Bulgaria is adamant that Macedonia is not allowed to raise the minority issue in the region of Pirin Macedonia, which Bulgaria conquered in the Balkan wars a little over 100 years ago. According to the 2017 Zaev – Borisov treaty, both countries pledged not to raise minority issues, but they reserve the right to protect their citizens living in the other country – a recipe that favors Bulgaria which was systematically issuing passports to Macedonian citizens.  Pendarovski promised that Macedonia is not officially helping minority organizations in Pirin Macedonia.

Their point is that we must give up on attempts to install some kind of a Macedonian minority in Bulgaria. Principle number 1 in international relations, especially since 1945, is non-interference in internal affairs of other countries. With that, we can’t and don’t want to interfere in the internal order of Bulgaria. But if somebody individually declares to be a Macedonian, and turns to the Council of Europe or other organizations to seek his rights, that doesn’t automatically mean that someone in Skopje instructed and paid for it. There are people who declare to be Macedonians in Greece too. With the Prespa treaty we did not renounce them, Pendarovski said.

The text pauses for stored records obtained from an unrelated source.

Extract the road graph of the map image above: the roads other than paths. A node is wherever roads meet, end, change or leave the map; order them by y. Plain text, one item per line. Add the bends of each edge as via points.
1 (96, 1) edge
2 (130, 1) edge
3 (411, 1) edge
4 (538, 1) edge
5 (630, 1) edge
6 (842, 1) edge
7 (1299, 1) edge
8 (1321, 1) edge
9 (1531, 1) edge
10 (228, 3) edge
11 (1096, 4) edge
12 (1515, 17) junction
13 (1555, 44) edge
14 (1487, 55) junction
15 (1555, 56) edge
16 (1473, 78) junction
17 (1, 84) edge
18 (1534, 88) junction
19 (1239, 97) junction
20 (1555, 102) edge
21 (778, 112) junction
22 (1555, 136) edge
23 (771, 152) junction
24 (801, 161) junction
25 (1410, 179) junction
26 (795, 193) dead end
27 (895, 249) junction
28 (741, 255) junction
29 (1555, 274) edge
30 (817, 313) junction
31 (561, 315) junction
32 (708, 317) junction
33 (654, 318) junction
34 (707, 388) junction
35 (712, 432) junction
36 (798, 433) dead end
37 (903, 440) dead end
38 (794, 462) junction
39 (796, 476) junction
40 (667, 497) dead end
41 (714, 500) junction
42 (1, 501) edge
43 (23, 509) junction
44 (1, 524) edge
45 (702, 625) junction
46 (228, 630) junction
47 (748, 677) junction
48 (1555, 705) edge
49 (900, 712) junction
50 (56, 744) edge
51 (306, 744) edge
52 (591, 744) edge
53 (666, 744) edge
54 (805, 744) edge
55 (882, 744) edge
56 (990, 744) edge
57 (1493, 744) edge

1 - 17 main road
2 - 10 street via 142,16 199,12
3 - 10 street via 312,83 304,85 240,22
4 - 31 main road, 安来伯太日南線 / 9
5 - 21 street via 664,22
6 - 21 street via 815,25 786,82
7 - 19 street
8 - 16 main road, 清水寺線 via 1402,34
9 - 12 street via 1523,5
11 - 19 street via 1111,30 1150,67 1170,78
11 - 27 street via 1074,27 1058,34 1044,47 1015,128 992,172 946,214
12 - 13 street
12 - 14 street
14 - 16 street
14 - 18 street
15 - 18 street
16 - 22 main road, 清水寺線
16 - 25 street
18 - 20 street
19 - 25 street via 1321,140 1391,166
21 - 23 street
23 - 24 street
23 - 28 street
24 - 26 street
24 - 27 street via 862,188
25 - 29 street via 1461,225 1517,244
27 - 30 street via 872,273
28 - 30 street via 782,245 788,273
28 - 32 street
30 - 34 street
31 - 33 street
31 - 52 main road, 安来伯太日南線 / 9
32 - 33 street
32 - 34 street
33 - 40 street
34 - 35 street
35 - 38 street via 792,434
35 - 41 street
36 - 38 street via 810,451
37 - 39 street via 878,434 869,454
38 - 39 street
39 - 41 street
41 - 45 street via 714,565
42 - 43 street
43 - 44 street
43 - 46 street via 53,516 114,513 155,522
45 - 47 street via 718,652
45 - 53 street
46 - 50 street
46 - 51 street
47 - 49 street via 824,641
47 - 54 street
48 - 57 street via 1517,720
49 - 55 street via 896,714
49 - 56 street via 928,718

Under the Prepsa treaty, Macedonia is obliged not to press for the protection of the rights of any persons that are not its citizens”. The Zaev – Borisov treaty has a specific article obligating only Macedonia to declare that its Constitution does not “constitute the basis for interference in the internal affairs of the Republic of Bulgaria, with the purpose of protecting the status and rights of persons, who are not nationals of the Republic of Macedonia”. Meanwhile, both countries “have the right to protect the rights and interests of its respective nationals, on the territory of the other Contracting Party in accordance with international law” – a clause that in reality only favors Bulgaria, which has issued over 100,000 citizenships to Macedonian citizens, eager to travel and work more freely in Western Europe using the Bulgarian EU passport.

Organizations of Macedonians in Bulgaria have turned to the European Court of Human Rights after Bulgaria refused to register them, and recently, left leaning members of the European Parliament have raised this issue against the Borisov Government. Bulgaria considers these suits and the actions of the European Parliament as inspired by the Zaev Government.